### ASSIGNED TASK
Whenever a line of the records below contains the word "roads", copy that line.

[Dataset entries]
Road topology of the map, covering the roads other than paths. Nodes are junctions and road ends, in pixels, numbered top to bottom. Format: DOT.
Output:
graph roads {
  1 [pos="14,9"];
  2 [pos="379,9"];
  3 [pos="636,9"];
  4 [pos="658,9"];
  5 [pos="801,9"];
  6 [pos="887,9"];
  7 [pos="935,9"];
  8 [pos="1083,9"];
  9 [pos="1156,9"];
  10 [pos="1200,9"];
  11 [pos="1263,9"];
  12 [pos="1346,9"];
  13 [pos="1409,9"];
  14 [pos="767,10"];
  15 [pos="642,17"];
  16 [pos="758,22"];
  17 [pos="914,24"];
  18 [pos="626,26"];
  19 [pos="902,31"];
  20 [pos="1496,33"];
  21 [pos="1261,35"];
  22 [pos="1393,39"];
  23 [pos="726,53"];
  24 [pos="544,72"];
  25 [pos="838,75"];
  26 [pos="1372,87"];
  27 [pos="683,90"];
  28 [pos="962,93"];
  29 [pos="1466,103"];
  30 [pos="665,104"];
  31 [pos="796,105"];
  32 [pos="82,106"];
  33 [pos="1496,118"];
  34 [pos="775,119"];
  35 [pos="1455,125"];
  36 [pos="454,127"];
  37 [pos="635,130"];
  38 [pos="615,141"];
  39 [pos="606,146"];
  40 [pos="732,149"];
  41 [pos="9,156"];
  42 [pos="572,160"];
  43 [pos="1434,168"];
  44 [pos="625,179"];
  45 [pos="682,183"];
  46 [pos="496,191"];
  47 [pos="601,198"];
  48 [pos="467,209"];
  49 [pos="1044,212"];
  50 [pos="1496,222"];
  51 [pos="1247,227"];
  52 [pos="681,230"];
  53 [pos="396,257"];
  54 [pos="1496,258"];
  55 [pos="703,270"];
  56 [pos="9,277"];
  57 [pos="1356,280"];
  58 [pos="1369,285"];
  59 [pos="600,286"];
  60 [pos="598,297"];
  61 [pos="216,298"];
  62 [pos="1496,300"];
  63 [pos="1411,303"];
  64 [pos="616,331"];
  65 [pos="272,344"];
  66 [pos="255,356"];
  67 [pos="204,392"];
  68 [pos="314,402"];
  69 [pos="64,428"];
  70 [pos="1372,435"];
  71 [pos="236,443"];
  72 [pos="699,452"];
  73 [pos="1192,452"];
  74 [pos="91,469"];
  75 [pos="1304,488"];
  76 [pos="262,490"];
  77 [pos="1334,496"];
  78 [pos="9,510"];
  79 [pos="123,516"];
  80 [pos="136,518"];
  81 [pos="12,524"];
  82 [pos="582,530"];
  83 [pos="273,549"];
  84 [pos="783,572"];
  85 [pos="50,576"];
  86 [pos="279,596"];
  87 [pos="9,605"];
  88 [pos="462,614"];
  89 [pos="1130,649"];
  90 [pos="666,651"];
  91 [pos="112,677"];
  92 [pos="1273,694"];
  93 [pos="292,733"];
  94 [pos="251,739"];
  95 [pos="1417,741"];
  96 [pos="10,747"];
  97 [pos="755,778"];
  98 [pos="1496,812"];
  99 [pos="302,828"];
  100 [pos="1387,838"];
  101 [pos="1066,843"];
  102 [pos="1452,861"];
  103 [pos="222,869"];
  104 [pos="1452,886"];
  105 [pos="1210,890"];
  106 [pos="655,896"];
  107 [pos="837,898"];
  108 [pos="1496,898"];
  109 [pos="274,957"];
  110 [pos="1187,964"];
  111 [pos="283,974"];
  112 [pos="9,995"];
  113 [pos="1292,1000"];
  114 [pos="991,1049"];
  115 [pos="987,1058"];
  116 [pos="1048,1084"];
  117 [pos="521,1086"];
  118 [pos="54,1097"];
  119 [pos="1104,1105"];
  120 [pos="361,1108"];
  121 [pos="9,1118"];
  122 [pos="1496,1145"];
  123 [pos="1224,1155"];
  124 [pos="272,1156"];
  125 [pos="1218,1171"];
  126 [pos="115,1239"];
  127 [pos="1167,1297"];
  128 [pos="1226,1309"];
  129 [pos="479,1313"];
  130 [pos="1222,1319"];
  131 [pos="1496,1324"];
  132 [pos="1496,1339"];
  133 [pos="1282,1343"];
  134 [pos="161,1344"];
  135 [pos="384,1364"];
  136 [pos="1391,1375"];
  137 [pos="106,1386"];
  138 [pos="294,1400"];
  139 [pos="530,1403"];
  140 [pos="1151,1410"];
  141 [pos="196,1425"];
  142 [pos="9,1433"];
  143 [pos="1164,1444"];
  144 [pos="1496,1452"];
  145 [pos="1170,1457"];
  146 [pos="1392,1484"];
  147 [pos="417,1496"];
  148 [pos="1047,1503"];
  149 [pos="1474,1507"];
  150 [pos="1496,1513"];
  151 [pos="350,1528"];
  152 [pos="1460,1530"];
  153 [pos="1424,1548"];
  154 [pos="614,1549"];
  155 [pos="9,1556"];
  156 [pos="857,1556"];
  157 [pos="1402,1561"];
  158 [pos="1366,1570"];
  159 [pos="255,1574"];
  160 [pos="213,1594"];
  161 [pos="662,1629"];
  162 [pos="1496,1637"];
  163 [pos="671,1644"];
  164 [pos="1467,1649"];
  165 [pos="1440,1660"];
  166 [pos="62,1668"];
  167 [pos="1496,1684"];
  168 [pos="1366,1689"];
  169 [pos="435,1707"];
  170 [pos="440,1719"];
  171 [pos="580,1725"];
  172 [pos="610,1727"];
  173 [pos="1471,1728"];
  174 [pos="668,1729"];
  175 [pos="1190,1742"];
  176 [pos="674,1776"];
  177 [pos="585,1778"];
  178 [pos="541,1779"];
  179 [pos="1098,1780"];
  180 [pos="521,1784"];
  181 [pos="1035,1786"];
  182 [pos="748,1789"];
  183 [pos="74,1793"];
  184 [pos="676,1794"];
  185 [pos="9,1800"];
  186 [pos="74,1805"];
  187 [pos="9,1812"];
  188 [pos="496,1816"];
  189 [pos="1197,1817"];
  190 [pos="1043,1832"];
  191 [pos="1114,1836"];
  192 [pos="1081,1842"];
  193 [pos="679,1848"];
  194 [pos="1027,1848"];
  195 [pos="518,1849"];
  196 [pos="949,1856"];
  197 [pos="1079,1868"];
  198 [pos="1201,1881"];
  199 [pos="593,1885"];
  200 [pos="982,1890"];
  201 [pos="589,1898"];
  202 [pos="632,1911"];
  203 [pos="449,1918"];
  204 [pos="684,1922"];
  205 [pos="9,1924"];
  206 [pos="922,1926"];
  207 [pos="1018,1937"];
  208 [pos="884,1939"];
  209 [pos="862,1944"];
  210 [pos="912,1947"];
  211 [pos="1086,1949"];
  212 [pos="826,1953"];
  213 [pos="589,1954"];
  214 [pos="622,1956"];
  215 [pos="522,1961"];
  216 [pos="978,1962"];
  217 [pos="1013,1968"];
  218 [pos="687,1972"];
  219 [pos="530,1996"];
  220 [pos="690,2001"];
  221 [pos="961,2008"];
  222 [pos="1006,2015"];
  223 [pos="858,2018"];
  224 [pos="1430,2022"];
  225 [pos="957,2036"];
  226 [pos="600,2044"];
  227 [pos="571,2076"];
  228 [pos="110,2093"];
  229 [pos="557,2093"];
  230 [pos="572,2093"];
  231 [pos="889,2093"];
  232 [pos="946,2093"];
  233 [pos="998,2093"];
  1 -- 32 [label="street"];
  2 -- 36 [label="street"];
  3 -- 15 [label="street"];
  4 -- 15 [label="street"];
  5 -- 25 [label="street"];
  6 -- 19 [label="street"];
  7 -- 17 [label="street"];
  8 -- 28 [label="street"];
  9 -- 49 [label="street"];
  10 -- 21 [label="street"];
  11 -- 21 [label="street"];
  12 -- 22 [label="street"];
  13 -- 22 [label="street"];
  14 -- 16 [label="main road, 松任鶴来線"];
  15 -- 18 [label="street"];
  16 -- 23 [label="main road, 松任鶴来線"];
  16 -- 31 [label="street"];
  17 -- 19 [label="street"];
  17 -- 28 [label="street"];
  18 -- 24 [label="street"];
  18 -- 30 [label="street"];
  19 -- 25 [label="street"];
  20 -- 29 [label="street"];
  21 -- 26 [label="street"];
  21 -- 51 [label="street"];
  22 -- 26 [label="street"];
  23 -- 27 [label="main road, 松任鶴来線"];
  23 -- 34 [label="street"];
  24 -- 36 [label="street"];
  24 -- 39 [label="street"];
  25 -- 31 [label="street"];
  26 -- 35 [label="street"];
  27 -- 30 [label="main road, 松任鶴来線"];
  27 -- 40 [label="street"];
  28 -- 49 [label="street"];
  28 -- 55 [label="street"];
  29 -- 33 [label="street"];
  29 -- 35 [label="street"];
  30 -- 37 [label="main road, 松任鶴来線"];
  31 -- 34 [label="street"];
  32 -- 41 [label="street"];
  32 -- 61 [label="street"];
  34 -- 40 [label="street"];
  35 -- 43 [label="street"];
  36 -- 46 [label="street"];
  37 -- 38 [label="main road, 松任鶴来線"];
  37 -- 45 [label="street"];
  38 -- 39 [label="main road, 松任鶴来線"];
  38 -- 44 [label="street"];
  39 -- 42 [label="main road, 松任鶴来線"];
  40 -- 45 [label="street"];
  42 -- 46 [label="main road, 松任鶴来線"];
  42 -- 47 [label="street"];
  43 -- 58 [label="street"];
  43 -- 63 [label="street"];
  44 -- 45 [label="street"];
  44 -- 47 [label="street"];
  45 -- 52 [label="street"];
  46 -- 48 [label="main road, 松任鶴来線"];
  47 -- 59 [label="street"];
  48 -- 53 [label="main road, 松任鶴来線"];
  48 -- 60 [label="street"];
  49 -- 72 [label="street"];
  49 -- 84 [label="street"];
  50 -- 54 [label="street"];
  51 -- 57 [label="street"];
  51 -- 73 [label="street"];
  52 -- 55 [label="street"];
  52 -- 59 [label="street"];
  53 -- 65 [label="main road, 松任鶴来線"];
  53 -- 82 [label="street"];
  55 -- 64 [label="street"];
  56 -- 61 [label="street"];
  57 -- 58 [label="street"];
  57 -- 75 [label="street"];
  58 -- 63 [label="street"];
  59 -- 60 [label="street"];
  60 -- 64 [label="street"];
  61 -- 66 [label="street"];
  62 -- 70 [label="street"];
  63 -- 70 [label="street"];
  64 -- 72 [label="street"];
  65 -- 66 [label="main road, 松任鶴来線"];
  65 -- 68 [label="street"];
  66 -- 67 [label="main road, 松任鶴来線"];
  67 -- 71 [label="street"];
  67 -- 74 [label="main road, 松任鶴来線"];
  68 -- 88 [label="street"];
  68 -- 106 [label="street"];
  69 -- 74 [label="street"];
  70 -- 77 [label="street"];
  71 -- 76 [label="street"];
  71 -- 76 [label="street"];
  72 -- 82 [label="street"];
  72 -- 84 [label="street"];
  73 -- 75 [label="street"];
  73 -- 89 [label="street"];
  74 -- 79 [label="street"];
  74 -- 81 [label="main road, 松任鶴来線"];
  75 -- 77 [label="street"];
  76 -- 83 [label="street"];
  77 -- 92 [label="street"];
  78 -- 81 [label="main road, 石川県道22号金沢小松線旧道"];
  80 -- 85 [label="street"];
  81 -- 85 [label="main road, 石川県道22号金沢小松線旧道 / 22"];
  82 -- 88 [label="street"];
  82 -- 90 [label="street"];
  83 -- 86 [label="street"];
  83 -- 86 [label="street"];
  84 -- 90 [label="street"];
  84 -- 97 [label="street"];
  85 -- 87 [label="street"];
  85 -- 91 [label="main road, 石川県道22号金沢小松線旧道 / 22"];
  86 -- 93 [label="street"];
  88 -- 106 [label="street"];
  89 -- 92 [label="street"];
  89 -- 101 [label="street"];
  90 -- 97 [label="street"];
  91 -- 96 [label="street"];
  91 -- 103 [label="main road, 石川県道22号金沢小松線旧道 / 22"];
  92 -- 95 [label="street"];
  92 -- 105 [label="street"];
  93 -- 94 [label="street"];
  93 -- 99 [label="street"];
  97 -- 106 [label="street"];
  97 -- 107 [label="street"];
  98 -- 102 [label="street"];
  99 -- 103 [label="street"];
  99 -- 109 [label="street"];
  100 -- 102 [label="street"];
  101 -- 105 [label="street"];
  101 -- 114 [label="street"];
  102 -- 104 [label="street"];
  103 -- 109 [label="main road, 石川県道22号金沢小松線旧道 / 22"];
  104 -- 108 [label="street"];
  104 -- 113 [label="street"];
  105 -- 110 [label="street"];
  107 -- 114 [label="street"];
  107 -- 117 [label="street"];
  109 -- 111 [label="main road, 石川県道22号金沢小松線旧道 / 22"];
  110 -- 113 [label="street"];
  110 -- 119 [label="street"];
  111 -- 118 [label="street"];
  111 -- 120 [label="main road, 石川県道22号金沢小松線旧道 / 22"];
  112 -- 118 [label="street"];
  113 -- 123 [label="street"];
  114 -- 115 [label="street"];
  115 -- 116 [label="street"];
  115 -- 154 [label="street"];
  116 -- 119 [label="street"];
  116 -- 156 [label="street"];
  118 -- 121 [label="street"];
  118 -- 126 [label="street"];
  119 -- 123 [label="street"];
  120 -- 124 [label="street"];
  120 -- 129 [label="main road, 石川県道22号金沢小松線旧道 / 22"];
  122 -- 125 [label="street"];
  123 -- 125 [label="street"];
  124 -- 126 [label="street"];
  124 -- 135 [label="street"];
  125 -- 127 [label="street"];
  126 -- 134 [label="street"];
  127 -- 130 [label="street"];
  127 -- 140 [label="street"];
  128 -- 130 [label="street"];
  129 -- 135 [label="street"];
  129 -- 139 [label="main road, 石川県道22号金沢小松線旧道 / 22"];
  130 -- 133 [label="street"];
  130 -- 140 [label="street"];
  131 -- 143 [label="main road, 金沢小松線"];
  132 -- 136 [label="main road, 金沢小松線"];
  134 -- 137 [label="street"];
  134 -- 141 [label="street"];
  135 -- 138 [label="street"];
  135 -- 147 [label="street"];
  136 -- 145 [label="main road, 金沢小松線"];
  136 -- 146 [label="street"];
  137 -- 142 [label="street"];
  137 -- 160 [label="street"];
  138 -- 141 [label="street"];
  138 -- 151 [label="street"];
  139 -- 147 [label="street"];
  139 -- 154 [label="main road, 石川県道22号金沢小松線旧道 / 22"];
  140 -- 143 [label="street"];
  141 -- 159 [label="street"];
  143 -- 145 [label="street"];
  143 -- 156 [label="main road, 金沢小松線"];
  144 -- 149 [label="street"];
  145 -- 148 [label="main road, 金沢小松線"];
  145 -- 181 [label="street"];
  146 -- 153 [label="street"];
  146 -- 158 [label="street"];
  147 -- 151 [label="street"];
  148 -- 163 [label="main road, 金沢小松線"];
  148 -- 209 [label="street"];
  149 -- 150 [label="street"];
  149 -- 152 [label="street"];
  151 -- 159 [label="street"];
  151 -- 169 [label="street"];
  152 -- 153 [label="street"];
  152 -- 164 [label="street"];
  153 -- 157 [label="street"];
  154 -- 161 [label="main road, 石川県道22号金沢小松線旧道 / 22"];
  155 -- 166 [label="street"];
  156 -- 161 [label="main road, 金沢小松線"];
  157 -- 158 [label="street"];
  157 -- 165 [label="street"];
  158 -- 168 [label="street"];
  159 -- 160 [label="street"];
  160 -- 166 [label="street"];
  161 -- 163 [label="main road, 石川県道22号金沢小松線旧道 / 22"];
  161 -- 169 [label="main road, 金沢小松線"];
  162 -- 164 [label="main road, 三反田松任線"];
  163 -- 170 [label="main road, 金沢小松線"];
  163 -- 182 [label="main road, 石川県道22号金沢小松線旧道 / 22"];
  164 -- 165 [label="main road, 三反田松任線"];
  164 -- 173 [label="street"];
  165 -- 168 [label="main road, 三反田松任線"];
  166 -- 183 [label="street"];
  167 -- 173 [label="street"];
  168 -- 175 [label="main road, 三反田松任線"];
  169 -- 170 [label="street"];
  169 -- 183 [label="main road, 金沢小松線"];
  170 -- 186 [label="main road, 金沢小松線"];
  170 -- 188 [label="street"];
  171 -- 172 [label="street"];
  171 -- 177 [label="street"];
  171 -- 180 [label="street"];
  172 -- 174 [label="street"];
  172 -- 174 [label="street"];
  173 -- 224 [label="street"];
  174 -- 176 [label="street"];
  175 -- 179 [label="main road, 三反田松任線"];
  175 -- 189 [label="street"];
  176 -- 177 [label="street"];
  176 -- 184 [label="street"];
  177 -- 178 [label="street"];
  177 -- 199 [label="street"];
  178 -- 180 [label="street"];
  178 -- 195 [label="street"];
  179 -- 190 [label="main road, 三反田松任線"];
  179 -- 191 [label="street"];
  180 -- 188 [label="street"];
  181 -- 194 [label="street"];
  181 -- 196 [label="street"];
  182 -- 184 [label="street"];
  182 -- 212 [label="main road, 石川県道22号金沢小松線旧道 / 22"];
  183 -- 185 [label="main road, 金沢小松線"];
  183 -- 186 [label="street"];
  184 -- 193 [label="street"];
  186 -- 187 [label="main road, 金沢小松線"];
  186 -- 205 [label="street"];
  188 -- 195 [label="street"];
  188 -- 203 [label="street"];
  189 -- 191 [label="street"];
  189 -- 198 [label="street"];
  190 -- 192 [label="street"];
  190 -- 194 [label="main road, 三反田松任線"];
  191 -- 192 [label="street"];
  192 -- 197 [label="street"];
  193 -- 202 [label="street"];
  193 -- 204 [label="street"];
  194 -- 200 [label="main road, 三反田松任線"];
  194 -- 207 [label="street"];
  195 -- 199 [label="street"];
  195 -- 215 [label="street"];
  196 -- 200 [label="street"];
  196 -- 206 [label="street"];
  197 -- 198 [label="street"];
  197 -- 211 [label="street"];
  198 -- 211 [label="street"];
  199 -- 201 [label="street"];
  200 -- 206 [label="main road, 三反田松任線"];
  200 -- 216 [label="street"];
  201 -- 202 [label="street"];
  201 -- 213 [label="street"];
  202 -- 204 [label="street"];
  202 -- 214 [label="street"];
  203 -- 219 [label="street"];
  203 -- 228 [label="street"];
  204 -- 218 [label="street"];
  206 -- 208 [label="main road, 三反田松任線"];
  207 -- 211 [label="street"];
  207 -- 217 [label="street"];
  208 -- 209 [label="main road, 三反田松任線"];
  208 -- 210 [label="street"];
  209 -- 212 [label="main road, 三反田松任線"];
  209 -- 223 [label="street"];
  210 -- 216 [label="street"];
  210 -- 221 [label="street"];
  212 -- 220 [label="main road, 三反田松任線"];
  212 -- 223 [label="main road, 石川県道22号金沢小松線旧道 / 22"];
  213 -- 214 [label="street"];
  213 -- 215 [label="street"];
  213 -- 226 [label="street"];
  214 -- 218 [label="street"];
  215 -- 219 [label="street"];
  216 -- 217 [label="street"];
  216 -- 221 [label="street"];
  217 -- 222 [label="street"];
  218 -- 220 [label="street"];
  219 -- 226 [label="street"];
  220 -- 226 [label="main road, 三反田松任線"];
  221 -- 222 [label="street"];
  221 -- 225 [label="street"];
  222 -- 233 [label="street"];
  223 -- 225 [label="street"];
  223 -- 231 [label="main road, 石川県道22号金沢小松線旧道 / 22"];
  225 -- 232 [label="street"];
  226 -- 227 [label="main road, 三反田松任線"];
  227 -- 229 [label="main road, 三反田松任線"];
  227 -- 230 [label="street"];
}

### RESPONSE TO THIS TASK
Road topology of the map, covering the roads other than paths. Nodes are junctions and road ends, in pixels, numbered top to bottom. Format: DOT.
graph roads {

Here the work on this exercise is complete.